▸ **Work order**
Given the entries below, please return each one exactly.
(Record set begins)
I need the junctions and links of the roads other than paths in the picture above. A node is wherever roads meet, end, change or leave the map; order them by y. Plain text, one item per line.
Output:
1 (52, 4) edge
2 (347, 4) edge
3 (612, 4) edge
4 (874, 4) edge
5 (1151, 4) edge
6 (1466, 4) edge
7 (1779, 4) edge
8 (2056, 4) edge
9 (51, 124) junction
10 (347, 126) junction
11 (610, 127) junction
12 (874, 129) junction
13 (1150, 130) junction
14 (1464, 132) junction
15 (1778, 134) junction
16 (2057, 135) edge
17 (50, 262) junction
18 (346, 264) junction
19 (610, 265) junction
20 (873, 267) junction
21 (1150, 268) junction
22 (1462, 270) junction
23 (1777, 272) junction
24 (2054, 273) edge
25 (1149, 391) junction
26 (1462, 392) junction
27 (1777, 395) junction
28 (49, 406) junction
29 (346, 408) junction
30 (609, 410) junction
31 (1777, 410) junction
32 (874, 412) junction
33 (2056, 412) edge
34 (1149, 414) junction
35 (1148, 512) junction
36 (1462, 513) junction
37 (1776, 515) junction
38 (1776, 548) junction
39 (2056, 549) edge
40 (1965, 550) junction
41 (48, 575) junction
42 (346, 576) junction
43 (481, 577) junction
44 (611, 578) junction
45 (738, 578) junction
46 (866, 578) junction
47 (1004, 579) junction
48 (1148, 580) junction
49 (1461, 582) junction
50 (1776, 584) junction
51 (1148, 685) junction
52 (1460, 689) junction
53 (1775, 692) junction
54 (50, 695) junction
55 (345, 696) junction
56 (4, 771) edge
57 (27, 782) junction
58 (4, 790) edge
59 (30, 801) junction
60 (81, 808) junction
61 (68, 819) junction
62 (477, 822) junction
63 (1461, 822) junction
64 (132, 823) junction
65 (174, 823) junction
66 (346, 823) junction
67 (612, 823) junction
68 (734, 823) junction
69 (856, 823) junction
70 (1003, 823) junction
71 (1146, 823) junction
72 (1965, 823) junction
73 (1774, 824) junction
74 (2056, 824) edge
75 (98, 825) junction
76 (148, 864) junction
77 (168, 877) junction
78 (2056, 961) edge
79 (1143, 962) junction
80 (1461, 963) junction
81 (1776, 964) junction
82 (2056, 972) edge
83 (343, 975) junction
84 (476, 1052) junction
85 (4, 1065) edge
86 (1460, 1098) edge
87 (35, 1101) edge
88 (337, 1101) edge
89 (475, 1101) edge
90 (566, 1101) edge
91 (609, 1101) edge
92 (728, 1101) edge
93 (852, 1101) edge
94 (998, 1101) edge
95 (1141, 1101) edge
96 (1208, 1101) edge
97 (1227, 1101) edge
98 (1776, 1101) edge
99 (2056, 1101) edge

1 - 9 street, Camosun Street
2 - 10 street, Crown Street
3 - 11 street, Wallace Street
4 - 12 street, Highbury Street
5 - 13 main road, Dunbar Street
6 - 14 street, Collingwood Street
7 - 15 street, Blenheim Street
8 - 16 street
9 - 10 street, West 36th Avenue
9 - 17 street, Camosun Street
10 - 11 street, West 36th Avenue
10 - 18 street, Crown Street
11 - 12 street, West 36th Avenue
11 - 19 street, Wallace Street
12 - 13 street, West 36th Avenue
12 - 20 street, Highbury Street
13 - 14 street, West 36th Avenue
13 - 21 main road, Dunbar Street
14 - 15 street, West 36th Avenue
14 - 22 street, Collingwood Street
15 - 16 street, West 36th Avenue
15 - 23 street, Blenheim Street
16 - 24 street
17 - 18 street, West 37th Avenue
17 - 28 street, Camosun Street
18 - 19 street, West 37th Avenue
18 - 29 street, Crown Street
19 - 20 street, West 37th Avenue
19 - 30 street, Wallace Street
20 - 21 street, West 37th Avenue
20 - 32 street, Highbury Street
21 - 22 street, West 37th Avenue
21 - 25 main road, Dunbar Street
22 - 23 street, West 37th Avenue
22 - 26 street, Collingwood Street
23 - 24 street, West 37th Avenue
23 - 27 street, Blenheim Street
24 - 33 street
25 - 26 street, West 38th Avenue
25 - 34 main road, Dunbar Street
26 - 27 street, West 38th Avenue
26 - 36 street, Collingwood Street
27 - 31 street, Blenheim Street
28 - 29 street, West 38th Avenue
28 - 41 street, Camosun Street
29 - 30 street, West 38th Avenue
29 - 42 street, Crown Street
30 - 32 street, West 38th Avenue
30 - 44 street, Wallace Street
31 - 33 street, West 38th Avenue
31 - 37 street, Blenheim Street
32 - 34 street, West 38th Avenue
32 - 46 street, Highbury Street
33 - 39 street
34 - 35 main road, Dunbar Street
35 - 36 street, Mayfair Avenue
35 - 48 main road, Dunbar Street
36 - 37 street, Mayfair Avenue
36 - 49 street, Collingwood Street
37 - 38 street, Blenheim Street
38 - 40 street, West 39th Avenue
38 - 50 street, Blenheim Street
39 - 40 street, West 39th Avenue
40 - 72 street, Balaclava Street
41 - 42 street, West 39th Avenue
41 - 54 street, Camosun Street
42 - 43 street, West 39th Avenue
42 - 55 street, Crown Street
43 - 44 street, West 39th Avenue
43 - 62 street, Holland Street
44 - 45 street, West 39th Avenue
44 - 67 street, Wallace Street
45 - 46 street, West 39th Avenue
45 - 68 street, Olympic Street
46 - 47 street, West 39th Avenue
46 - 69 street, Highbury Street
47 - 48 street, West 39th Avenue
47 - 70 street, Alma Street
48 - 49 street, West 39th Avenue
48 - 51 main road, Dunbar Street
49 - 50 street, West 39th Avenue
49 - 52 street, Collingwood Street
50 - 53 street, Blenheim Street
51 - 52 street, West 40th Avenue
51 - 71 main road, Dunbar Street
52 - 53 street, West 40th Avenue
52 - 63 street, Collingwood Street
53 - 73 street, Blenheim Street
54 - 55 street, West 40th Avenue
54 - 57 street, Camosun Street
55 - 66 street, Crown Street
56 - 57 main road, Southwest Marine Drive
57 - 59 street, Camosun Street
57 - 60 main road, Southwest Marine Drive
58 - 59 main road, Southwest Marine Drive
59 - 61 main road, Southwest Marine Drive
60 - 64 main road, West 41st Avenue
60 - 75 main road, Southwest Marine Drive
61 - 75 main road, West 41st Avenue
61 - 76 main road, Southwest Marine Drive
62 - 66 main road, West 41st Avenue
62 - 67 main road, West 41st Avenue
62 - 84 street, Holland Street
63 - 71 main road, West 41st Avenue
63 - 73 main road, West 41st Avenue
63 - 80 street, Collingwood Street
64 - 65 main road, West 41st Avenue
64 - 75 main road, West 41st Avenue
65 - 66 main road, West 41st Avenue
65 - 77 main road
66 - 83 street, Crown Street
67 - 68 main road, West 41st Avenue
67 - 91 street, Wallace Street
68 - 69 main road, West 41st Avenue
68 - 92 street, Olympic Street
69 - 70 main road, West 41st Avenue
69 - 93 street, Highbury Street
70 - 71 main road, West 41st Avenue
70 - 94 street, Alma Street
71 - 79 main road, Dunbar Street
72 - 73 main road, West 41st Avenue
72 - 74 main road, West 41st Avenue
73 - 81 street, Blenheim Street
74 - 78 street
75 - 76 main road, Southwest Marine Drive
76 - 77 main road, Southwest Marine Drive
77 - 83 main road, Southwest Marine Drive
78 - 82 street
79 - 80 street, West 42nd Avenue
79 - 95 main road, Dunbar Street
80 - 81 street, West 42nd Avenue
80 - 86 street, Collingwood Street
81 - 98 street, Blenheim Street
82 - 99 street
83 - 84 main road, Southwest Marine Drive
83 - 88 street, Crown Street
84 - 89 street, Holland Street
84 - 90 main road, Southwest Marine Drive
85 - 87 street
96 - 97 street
(Record set ends)
▸ **Task solution**
I need the junctions and links of the roads other than paths in the picture above. A node is wherever roads meet, end, change or leave the map; order them by y. Plain text, one item per line.
Output:
1 (52, 4) edge
2 (347, 4) edge
3 (612, 4) edge
4 (874, 4) edge
5 (1151, 4) edge
6 (1466, 4) edge
7 (1779, 4) edge
8 (2056, 4) edge
9 (51, 124) junction
10 (347, 126) junction
11 (610, 127) junction
12 (874, 129) junction
13 (1150, 130) junction
14 (1464, 132) junction
15 (1778, 134) junction
16 (2057, 135) edge
17 (50, 262) junction
18 (346, 264) junction
19 (610, 265) junction
20 (873, 267) junction
21 (1150, 268) junction
22 (1462, 270) junction
23 (1777, 272) junction
24 (2054, 273) edge
25 (1149, 391) junction
26 (1462, 392) junction
27 (1777, 395) junction
28 (49, 406) junction
29 (346, 408) junction
30 (609, 410) junction
31 (1777, 410) junction
32 (874, 412) junction
33 (2056, 412) edge
34 (1149, 414) junction
35 (1148, 512) junction
36 (1462, 513) junction
37 (1776, 515) junction
38 (1776, 548) junction
39 (2056, 549) edge
40 (1965, 550) junction
41 (48, 575) junction
42 (346, 576) junction
43 (481, 577) junction
44 (611, 578) junction
45 (738, 578) junction
46 (866, 578) junction
47 (1004, 579) junction
48 (1148, 580) junction
49 (1461, 582) junction
50 (1776, 584) junction
51 (1148, 685) junction
52 (1460, 689) junction
53 (1775, 692) junction
54 (50, 695) junction
55 (345, 696) junction
56 (4, 771) edge
57 (27, 782) junction
58 (4, 790) edge
59 (30, 801) junction
60 (81, 808) junction
61 (68, 819) junction
62 (477, 822) junction
63 (1461, 822) junction
64 (132, 823) junction
65 (174, 823) junction
66 (346, 823) junction
67 (612, 823) junction
68 (734, 823) junction
69 (856, 823) junction
70 (1003, 823) junction
71 (1146, 823) junction
72 (1965, 823) junction
73 (1774, 824) junction
74 (2056, 824) edge
75 (98, 825) junction
76 (148, 864) junction
77 (168, 877) junction
78 (2056, 961) edge
79 (1143, 962) junction
80 (1461, 963) junction
81 (1776, 964) junction
82 (2056, 972) edge
83 (343, 975) junction
84 (476, 1052) junction
85 (4, 1065) edge
86 (1460, 1098) edge
87 (35, 1101) edge
88 (337, 1101) edge
89 (475, 1101) edge
90 (566, 1101) edge
91 (609, 1101) edge
92 (728, 1101) edge
93 (852, 1101) edge
94 (998, 1101) edge
95 (1141, 1101) edge
96 (1208, 1101) edge
97 (1227, 1101) edge
98 (1776, 1101) edge
99 (2056, 1101) edge

1 - 9 street, Camosun Street
2 - 10 street, Crown Street
3 - 11 street, Wallace Street
4 - 12 street, Highbury Street
5 - 13 main road, Dunbar Street
6 - 14 street, Collingwood Street
7 - 15 street, Blenheim Street
8 - 16 street
9 - 10 street, West 36th Avenue
9 - 17 street, Camosun Street
10 - 11 street, West 36th Avenue
10 - 18 street, Crown Street
11 - 12 street, West 36th Avenue
11 - 19 street, Wallace Street
12 - 13 street, West 36th Avenue
12 - 20 street, Highbury Street
13 - 14 street, West 36th Avenue
13 - 21 main road, Dunbar Street
14 - 15 street, West 36th Avenue
14 - 22 street, Collingwood Street
15 - 16 street, West 36th Avenue
15 - 23 street, Blenheim Street
16 - 24 street
17 - 18 street, West 37th Avenue
17 - 28 street, Camosun Street
18 - 19 street, West 37th Avenue
18 - 29 street, Crown Street
19 - 20 street, West 37th Avenue
19 - 30 street, Wallace Street
20 - 21 street, West 37th Avenue
20 - 32 street, Highbury Street
21 - 22 street, West 37th Avenue
21 - 25 main road, Dunbar Street
22 - 23 street, West 37th Avenue
22 - 26 street, Collingwood Street
23 - 24 street, West 37th Avenue
23 - 27 street, Blenheim Street
24 - 33 street
25 - 26 street, West 38th Avenue
25 - 34 main road, Dunbar Street
26 - 27 street, West 38th Avenue
26 - 36 street, Collingwood Street
27 - 31 street, Blenheim Street
28 - 29 street, West 38th Avenue
28 - 41 street, Camosun Street
29 - 30 street, West 38th Avenue
29 - 42 street, Crown Street
30 - 32 street, West 38th Avenue
30 - 44 street, Wallace Street
31 - 33 street, West 38th Avenue
31 - 37 street, Blenheim Street
32 - 34 street, West 38th Avenue
32 - 46 street, Highbury Street
33 - 39 street
34 - 35 main road, Dunbar Street
35 - 36 street, Mayfair Avenue
35 - 48 main road, Dunbar Street
36 - 37 street, Mayfair Avenue
36 - 49 street, Collingwood Street
37 - 38 street, Blenheim Street
38 - 40 street, West 39th Avenue
38 - 50 street, Blenheim Street
39 - 40 street, West 39th Avenue
40 - 72 street, Balaclava Street
41 - 42 street, West 39th Avenue
41 - 54 street, Camosun Street
42 - 43 street, West 39th Avenue
42 - 55 street, Crown Street
43 - 44 street, West 39th Avenue
43 - 62 street, Holland Street
44 - 45 street, West 39th Avenue
44 - 67 street, Wallace Street
45 - 46 street, West 39th Avenue
45 - 68 street, Olympic Street
46 - 47 street, West 39th Avenue
46 - 69 street, Highbury Street
47 - 48 street, West 39th Avenue
47 - 70 street, Alma Street
48 - 49 street, West 39th Avenue
48 - 51 main road, Dunbar Street
49 - 50 street, West 39th Avenue
49 - 52 street, Collingwood Street
50 - 53 street, Blenheim Street
51 - 52 street, West 40th Avenue
51 - 71 main road, Dunbar Street
52 - 53 street, West 40th Avenue
52 - 63 street, Collingwood Street
53 - 73 street, Blenheim Street
54 - 55 street, West 40th Avenue
54 - 57 street, Camosun Street
55 - 66 street, Crown Street
56 - 57 main road, Southwest Marine Drive
57 - 59 street, Camosun Street
57 - 60 main road, Southwest Marine Drive
58 - 59 main road, Southwest Marine Drive
59 - 61 main road, Southwest Marine Drive
60 - 64 main road, West 41st Avenue
60 - 75 main road, Southwest Marine Drive
61 - 75 main road, West 41st Avenue
61 - 76 main road, Southwest Marine Drive
62 - 66 main road, West 41st Avenue
62 - 67 main road, West 41st Avenue
62 - 84 street, Holland Street
63 - 71 main road, West 41st Avenue
63 - 73 main road, West 41st Avenue
63 - 80 street, Collingwood Street
64 - 65 main road, West 41st Avenue
64 - 75 main road, West 41st Avenue
65 - 66 main road, West 41st Avenue
65 - 77 main road
66 - 83 street, Crown Street
67 - 68 main road, West 41st Avenue
67 - 91 street, Wallace Street
68 - 69 main road, West 41st Avenue
68 - 92 street, Olympic Street
69 - 70 main road, West 41st Avenue
69 - 93 street, Highbury Street
70 - 71 main road, West 41st Avenue
70 - 94 street, Alma Street
71 - 79 main road, Dunbar Street
72 - 73 main road, West 41st Avenue
72 - 74 main road, West 41st Avenue
73 - 81 street, Blenheim Street
74 - 78 street
75 - 76 main road, Southwest Marine Drive
76 - 77 main road, Southwest Marine Drive
77 - 83 main road, Southwest Marine Drive
78 - 82 street
79 - 80 street, West 42nd Avenue
79 - 95 main road, Dunbar Street
80 - 81 street, West 42nd Avenue
80 - 86 street, Collingwood Street
81 - 98 street, Blenheim Street
82 - 99 street
83 - 84 main road, Southwest Marine Drive
83 - 88 street, Crown Street
84 - 89 street, Holland Street
84 - 90 main road, Southwest Marine Drive
85 - 87 street
96 - 97 street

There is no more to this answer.